In recent years, two Jewish philanthropists, Jacob H. Schiff and Lucius N. Littauer, attempted to revive interest in Hebraism at Harvard by endowing respectively, a Semitic Museum and a chair in Jewish literature and philosophy.

===Maryland Once Denied Its Jews Right to Hold Office===
Source:

Very few people, either Jewish or gentile, know that there was once a state in the Union where Jews were denied complete equality until 1826. That place was the State of Maryland. Though it was one of the thirteen original colonies that raised the flag of revolution against British tyranny, though its representatives were among the signatories to the Declaration of Independence which in 1776 declared that "all men were created equal," yet intolerance and religious bigotry persisted for half a century longer.

Through the colonial period (1634–1776) the Jews of Maryland were legally (de jure) not only without any civil rights, but even subject to the penalty of death for merely professing Judaism. Actually (de facto), however, they were tacitly granted undisturbed domicile and gradually allowed certain undefined rights.

With the adoption of a state constitution in 1776, the official association of the government and the Christian church was ended. The new law abolished the death penalty for professing Judaism and even granted to Jews the right to vote, but virtually denied them the right to hold office. For in the minds of the people, citizenship and church membership were still so closely identified that those elected or appointed to political office were required by law to take an oath ending with the doctrinal affirmation "of belief in the Christian religion."

Beginning with 1797, the Jews of Maryland were naturally persistent in their efforts for the removal of all their civil disabilities; but the House of Delegates was equally consistent in rejecting their petitions and defeating the bills designed to bring them relief. Thus the struggle continued, with the aid of influential Christians the pre press of the country, till February 26, 1825, when the House of Delegates, by a vote of 26 to 25, finally passed a bill which provided that Jewish citizens taking the oath of office shall substitute for the affirmation of "belief in the Christian religion," another declaration of belief in a future world of rewards and punishments. When this law became effective in 1826, the Jewish emancipation in Maryland was complete. Subsequently, constitutional conventions abolished the religious test altogether.

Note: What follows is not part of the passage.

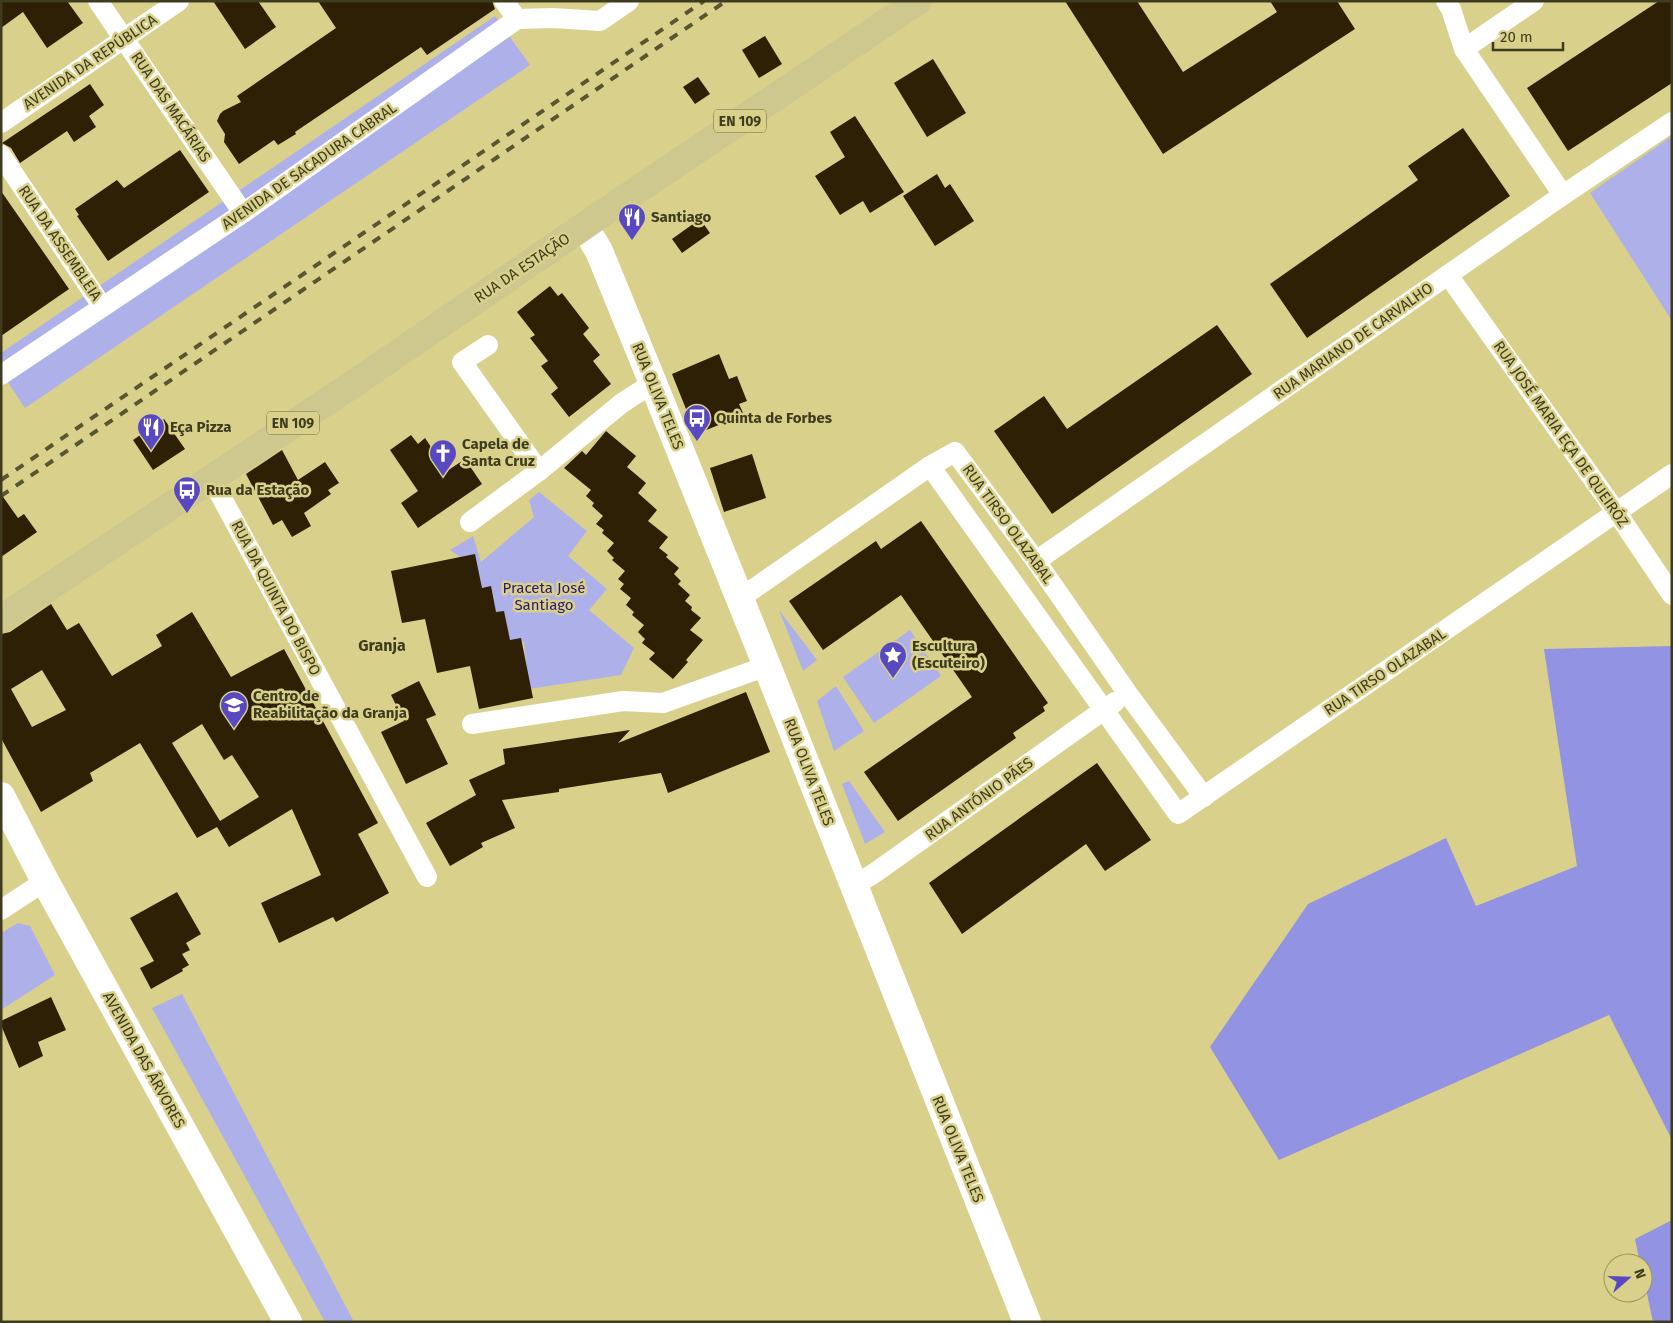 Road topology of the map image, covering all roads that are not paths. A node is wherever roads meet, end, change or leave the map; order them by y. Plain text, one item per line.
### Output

==Reprints and citations==

His columns were frequently quoted by rabbis throughout the country in sermons and columns. Additionally, in letters to the editor and personal correspondence, readers would write about "their indebtedness to him for their revived interest in Torah and the people of Israel.". The columns were frequently reprinted in the works of others during his lifetime, and long after his death. For example, this story of the 13th century Jewish philosopher, Abraham Abulafia, was included in the 1995 collection, A Treasury of Jewish Anecdotes:

In the summer of 1280, Abraham Abulafia went to Rome to convert the Pope to Judaism. He wanted to meet Pope Nicklaus III on the eve of the Jewish New Year and persuade the leader of the world's Roman Catholics to become a Jew. The Pope, then at a summer house, heard of the plan, and ordered that Abulafia be burned at the stake. Abulafia arrived at the gate of the papal residence, but he was not arrested. The Pope had died as a result of an apoplectic stroke during the preceding night. Abulafia was jailed for 28 days and then released.